UConn's Levy finds a home at guard
Rich Levy, the only returning offensive player to start every game in the last two seasons, was going to be replaced at left tackle by redshirt freshman Matt Peart. The decision was made before the team hit the field for the first spring practice and it is the kind of move that could cause an implosion.
Levy, however, was determined not to put his personal goals over the good of the team. Nobody has been more in Peart's corner than Levy but that still left a question about what was going to happen with Levy.
At one point in spring camp he saw some snaps at left guard both with the first and second teams before giving it the old college try to right guard. It wasn't going to be easy as Trey Rutherford began spring ball as the starting right guard and former starting center Brendan Vechery, whose natural position is guard, was also in the mix.
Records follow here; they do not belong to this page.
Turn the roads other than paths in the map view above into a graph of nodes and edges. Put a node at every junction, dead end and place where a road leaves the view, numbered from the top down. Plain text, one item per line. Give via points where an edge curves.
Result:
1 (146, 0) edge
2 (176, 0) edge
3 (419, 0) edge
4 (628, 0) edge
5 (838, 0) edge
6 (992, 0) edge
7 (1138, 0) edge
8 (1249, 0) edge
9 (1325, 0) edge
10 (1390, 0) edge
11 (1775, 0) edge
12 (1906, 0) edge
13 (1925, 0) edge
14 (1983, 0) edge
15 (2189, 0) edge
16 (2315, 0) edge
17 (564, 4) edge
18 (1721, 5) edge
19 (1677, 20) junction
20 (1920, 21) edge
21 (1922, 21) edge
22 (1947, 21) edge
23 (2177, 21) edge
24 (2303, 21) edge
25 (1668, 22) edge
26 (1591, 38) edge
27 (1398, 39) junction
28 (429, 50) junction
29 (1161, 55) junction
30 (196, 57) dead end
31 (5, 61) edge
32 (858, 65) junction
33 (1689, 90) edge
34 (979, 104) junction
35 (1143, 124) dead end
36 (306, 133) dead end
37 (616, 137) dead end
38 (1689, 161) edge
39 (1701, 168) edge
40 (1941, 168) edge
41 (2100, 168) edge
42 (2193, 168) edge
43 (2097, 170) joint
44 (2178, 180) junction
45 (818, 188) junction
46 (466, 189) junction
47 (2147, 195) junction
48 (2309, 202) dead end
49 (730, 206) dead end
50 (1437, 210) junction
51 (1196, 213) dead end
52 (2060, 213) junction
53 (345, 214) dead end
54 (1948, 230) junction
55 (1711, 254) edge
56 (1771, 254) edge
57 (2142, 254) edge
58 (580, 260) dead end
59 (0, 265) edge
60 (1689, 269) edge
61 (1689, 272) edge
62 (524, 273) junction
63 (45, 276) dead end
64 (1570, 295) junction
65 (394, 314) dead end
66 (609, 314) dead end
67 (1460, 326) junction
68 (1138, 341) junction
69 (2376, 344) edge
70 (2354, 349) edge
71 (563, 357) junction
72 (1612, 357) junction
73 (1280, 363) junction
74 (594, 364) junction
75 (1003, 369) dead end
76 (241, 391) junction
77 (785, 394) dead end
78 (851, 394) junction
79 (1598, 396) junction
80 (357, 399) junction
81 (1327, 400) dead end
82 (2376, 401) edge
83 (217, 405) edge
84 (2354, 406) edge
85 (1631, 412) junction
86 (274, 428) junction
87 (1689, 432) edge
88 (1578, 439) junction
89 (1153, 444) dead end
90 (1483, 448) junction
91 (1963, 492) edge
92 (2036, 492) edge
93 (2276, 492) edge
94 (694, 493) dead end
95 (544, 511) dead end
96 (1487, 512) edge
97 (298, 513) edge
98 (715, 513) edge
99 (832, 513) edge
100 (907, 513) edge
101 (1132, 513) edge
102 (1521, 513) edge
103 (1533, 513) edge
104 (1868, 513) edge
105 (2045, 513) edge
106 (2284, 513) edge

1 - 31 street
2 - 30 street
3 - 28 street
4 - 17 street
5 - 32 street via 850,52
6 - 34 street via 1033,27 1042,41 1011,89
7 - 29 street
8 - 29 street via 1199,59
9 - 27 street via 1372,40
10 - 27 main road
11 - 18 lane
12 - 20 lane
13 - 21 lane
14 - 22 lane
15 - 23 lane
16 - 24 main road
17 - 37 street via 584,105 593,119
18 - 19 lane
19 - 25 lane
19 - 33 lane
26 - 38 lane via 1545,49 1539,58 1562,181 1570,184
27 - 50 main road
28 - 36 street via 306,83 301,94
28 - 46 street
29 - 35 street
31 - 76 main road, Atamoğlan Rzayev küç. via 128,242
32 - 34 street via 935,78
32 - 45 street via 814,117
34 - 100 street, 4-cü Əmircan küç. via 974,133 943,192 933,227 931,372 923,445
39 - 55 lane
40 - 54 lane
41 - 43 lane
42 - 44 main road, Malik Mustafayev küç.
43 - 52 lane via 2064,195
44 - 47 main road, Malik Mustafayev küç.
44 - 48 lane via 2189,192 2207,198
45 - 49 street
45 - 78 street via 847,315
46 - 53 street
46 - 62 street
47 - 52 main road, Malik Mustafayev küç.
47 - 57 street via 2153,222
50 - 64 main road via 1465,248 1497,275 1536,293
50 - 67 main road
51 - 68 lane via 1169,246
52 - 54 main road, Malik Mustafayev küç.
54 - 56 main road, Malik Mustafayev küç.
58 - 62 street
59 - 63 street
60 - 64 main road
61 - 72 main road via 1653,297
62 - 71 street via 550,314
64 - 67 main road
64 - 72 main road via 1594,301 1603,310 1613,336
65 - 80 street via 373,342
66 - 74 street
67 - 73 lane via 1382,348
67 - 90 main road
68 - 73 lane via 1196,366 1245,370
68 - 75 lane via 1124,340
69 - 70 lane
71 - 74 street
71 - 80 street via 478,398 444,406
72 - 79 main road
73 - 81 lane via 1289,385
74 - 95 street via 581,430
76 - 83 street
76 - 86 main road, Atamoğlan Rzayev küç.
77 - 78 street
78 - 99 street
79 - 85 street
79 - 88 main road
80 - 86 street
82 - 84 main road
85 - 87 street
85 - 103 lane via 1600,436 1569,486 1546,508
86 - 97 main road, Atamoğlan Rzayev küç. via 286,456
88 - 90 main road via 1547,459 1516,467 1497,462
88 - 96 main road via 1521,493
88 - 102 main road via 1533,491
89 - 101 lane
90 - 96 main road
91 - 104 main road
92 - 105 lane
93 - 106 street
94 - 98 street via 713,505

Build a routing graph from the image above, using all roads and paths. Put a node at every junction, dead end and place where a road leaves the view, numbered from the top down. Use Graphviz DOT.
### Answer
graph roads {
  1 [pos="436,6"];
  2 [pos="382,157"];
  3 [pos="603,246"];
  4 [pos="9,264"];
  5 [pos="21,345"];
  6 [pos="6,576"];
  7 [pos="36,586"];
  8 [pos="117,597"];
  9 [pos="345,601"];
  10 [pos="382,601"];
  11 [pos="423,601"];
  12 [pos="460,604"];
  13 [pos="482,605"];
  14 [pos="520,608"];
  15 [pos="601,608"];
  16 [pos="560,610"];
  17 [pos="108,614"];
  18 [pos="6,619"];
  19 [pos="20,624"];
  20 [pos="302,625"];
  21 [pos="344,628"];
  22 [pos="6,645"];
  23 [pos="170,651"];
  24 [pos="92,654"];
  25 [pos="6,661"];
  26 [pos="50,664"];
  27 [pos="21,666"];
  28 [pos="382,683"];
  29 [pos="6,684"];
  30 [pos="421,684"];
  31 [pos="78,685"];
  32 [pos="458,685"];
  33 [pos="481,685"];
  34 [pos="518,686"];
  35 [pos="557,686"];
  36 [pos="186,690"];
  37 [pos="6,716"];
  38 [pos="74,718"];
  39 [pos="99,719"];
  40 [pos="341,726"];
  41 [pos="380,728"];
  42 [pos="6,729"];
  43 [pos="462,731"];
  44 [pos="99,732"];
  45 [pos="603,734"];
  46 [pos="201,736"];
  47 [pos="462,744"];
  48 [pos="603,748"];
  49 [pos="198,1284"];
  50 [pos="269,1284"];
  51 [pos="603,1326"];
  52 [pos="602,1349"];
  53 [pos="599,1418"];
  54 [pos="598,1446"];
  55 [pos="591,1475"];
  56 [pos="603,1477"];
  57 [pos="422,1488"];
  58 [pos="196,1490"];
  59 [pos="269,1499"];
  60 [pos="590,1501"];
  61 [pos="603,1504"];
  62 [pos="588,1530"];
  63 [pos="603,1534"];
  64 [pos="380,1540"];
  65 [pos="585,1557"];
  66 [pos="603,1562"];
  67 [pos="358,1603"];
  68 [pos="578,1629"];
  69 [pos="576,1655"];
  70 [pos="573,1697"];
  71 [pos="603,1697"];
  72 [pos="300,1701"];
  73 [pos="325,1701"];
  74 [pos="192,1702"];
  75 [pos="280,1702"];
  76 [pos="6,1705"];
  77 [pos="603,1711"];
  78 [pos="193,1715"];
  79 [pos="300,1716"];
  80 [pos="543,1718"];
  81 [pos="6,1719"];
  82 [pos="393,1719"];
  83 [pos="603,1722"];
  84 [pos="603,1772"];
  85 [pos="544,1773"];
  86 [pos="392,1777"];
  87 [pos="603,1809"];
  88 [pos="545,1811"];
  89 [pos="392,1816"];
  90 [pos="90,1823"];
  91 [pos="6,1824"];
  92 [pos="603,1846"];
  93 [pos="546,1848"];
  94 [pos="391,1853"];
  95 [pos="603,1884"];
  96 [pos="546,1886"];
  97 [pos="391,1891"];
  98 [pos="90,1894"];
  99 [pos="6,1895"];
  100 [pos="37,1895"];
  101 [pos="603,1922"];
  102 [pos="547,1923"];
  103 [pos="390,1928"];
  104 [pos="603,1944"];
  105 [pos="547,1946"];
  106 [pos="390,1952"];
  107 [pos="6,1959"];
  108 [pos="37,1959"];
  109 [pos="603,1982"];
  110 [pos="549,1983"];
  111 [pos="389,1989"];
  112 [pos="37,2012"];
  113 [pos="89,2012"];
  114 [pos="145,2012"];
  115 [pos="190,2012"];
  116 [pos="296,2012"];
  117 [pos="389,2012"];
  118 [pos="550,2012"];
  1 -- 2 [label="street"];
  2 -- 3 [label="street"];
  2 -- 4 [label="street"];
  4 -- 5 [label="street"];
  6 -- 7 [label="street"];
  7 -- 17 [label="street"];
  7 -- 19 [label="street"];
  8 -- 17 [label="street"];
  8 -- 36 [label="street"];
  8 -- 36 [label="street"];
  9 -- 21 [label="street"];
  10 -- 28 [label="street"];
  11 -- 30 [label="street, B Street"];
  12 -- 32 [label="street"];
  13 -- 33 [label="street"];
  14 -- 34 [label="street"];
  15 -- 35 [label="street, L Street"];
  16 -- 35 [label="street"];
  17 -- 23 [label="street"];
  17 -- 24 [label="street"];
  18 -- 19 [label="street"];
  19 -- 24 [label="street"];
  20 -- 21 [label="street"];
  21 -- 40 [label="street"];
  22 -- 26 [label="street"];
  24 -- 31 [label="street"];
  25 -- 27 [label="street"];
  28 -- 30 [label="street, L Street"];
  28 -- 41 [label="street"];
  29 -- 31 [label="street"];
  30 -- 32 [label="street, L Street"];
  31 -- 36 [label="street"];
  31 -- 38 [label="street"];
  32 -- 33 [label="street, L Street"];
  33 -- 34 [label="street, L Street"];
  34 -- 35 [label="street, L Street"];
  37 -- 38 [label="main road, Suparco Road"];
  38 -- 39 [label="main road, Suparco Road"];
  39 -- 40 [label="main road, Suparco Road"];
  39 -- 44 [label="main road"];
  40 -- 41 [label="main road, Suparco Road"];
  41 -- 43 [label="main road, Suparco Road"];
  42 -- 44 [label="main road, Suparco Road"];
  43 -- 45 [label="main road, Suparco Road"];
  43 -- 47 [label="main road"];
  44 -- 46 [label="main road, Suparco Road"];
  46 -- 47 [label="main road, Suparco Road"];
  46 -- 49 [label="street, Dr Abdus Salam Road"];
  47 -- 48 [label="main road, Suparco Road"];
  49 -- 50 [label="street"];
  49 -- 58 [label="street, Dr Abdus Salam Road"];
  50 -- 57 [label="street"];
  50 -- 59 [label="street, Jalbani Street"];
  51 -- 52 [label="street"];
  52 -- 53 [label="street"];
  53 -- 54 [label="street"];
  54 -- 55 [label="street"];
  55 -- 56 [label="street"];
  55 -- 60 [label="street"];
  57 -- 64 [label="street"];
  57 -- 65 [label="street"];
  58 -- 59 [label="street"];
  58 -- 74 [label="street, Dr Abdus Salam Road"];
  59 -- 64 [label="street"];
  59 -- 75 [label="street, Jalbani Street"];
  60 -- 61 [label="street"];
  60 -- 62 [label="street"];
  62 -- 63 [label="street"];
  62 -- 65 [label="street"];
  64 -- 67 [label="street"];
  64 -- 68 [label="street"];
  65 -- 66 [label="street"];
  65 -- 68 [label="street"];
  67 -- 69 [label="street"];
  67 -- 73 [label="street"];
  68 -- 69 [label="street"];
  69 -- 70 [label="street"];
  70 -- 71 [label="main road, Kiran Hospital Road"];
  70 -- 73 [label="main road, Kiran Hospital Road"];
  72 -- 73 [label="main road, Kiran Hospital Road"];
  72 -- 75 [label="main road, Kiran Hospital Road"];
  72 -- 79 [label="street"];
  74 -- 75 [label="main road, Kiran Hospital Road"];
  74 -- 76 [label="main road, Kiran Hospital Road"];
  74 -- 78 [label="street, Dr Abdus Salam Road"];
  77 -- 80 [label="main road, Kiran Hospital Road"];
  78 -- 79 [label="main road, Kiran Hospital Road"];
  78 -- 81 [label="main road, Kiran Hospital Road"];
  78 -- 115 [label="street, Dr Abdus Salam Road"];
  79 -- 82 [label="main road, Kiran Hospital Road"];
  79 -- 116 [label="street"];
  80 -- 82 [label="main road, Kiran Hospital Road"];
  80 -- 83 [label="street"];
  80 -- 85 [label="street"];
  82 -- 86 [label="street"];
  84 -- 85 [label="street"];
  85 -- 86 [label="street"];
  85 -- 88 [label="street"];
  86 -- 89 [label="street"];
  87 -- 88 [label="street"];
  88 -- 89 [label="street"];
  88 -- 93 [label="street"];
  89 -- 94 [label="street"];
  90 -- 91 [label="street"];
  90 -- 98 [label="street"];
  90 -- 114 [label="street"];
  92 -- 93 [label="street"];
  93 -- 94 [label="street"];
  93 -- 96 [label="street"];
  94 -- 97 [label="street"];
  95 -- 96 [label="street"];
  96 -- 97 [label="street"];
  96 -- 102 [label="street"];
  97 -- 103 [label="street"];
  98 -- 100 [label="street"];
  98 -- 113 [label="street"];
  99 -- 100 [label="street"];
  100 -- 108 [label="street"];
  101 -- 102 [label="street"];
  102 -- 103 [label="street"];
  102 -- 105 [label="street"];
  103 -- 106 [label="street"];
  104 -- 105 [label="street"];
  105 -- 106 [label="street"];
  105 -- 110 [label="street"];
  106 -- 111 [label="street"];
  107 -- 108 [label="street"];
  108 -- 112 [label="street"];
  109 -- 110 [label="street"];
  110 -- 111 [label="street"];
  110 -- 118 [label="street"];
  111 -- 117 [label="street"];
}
Yet, in Saturday's Blue-White Game it was Levy who got the call as the starting right guard.
"It has been an ongoing battle between left and right for me, I finally transitioned to right and I am getting it down," Levy said.
The 6-foot-6, 319-pound Levy is now lining up next to the 6-foot-8, 319-pound Andreas Knappe to form an imposing right side of the offensive line. Peart (6-7, 291 pounds) and Tommy Hopkins (6-6, 316 pounds) seem entrenched on the left side with the return of Ryan Crozier at center giving UConn the potential of having its best line in recent memory.
Levy is not only attempting to make an impact at guard but he is also trying to be a sounding board for Peart.
"In reality, I feel like Matt has a good grip on that position so me moving to what I feel like is my natural position at right guard, it wasn't that much of a big deal, we all just do what we had to do to win," Levy said.
"We felt like he could make plays, he is a great tackle and if I am at guard, if that is going to help us win, let's do it."
Left tackle is the only offensive line position Levy played in high school and college before the start of spring practice. He admits that things tend to happen much quicker at guard and there are more times when he needs to engage defensive players in space which is something that wasn't the case at left tackle.
"You should be a lot more versatile and be able to play more offensive line (positions) in general," Levy said. "I am coaching them as much as I can, coach myself as much as I can, take coaching as much as I can and keep going."
Earlier in spring practice Peart spoke about his ascension to being the No. 1 left tackle and how much Levy has aided in his learning curve.
"Rich, he has been probably my biggest mentor because he has played the position before and has a ton of experience," Peart said. "Every single time I go 'hey, was my foot work good? Was my second step faster? How about my kick step? Was my base too wide?' I am always asking him tiny little minor details because I am trying to get better because he knows so I always go to him for help."
So what advice does Levy give to UConn's new starting left tackle?
"I told him to just keep calm, you are going to get it, don't get stressed, don't crack just keep level headed," Levy said. "Whenever he has a question, I help him out."
The way Levy has dealt with losing his starting left tackle spot has not been lost on his teammates.
"It is a testament to him," UConn starting quarterback Bryant Shirreffs said. "I think this is his third position this spring so it just shows he is as an overall linemen to be able to play three different positions and how everybody can accept playing different positions. Our linemen as so diverse that they aren't just stuck to one (position)."
The biggest offensive play in the spring game was a 63-yard touchdown run by Ron Johnson and the play began with Johnson running right, turning the corner, breaking a tackle and breaking free. The video below shows Levy making a block to help spring Johnson.
"He is willing to help the team in any way he can and he is such an amazing leader, vocally and leading by example and to see him to be able to take on different positions and different obstacles throughout his life is amazing," Johnson said. "He is an amazing guy on and off the field.
"Rich being an older guy, he takes guys under his wing, he understands the playbook and makes sure he (shares) that knowledge. He is passing it down, just to listen to him, understand where he is coming from, makes you (realize) everything he is doing is amazing."